Among the things international entities cannot do: Set up “wholly owned enterprises, joint ventures and cooperatives,” or contract “relevant agreements” or offer “technological support.”
We had been hearing rumors from sources in China about American investors looking at some Chinese social gaming companies.
[Update: In fact, one of those sources pinged us from Beijing to say that there’s a lot more to the story:
This is actually not a new policy. It is a reiteration of something that has been on the books, and appears to be part of a major bureaucratic battle between GAPP and the Ministry of Culture. The MOC has recently claimed that, with backing of the central government, it is now the main regulator of the game industry. The GAPP issued a flurry of announcements in last 2 days; no coincidence that they came while the MOC-backed China GDC conference is underway
As for foreign investment, all of China’s listed game firms are technically foreign invested. (investors are buying shares issued by offshore firms, which in turn have contractual relationships w the domestic firms that actually run the games) So this “rule” is either unenforceable, it will have to be applied against Shanda, Changyou et al, or it will be selectively enforced to discriminate against foreign investment, which would be blatant protectionism and likely a major WTO violation.

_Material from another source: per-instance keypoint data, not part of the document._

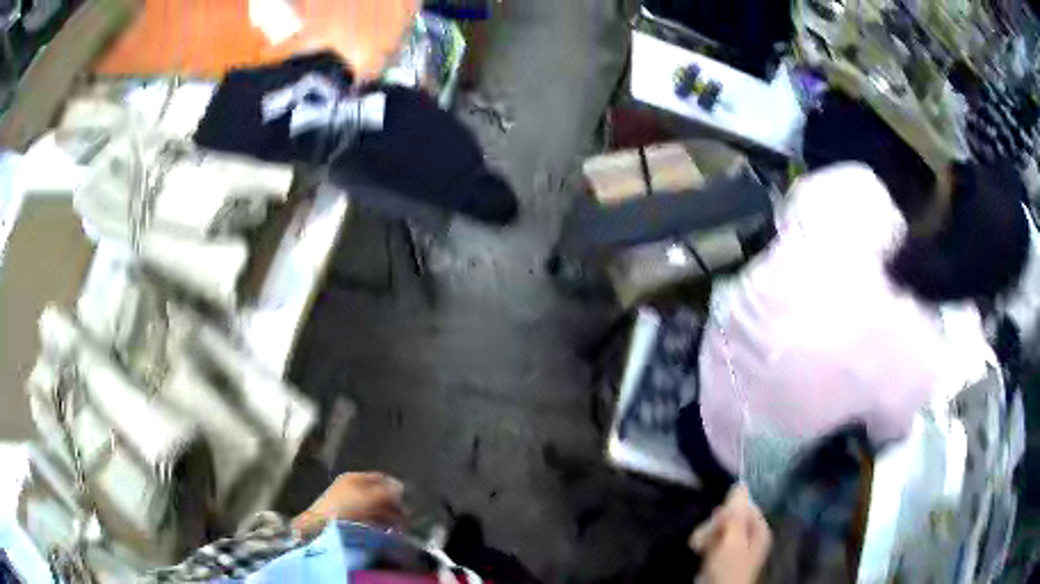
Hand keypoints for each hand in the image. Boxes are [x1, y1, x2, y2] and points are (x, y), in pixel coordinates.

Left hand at [292, 472, 404, 537]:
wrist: (320, 527)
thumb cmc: (346, 507)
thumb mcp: (371, 496)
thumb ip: (388, 491)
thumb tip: (401, 489)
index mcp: (354, 477)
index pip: (380, 478)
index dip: (395, 487)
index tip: (408, 500)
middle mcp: (350, 487)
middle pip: (378, 494)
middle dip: (393, 506)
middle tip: (406, 518)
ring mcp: (347, 503)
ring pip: (374, 508)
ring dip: (387, 517)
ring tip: (398, 528)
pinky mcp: (344, 519)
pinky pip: (367, 519)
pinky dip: (378, 525)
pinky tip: (384, 532)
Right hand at [689, 486, 770, 583]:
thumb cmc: (729, 568)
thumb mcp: (733, 540)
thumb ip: (736, 513)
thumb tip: (741, 483)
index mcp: (759, 527)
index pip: (743, 505)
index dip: (728, 511)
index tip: (718, 521)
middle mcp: (748, 534)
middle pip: (728, 516)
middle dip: (713, 525)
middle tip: (707, 538)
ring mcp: (734, 546)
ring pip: (716, 528)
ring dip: (705, 535)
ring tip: (699, 547)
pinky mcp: (720, 555)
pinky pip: (710, 540)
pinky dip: (703, 544)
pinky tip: (697, 550)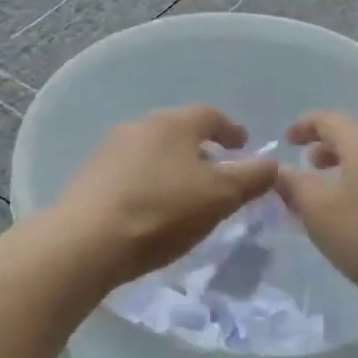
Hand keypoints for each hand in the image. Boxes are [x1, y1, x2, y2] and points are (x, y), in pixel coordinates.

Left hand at [52, 105, 279, 288]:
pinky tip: (152, 208)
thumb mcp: (220, 196)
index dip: (232, 130)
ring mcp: (110, 150)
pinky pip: (131, 172)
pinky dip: (150, 182)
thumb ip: (252, 177)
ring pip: (154, 151)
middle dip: (202, 149)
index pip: (211, 115)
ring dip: (174, 166)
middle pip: (180, 131)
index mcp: (173, 123)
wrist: (86, 241)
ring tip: (186, 193)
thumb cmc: (162, 212)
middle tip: (218, 171)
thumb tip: (271, 164)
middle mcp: (140, 126)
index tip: (244, 145)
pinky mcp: (90, 176)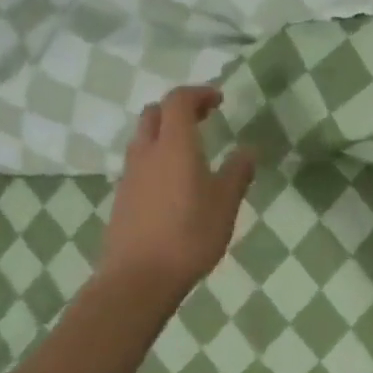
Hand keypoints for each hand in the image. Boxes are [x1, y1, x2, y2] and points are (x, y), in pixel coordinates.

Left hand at [98, 85, 255, 294]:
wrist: (138, 278)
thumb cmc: (189, 235)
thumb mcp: (225, 203)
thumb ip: (238, 172)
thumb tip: (248, 150)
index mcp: (175, 145)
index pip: (179, 100)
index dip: (199, 93)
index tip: (220, 99)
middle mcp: (148, 152)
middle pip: (155, 113)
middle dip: (180, 108)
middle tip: (205, 118)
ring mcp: (130, 175)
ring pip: (144, 138)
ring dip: (166, 132)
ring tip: (192, 149)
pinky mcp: (123, 197)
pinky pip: (140, 162)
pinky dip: (158, 157)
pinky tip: (176, 181)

You might also add that at USD 3.5b in 2009 the online game business is by far the biggest Internet market in china, and is several times bigger than China’s film market. The only reason Hollywood issues have taken prominence in US-China relations is that the MPAA is a very effective lobbyist, while so far the ESA has not made China protectionism an issue in DC. But given that the major chinese game firms are not just investing in US game companies but also setting up their own operations in the US (perfect world had USD 3m US revenue in Q2, Netdragon, Kingsoft, Tencent etc), the discriminatory nature of China’s policies are even more clearly contrasted against the wide open US market. It is total BS.
Domestic companies were also affected: “[The new rule] stated that no organizations or individuals could run online gaming business without permits from the GAPP and online games without a prior approval from the administration would not be allowed to go online,” according to the Chinese media report. The result, it seems, is a pounding for publicly-traded Chinese gaming companies like Changyou and Shanda. Both took massive hits from Wall Street this morning, as the news got out.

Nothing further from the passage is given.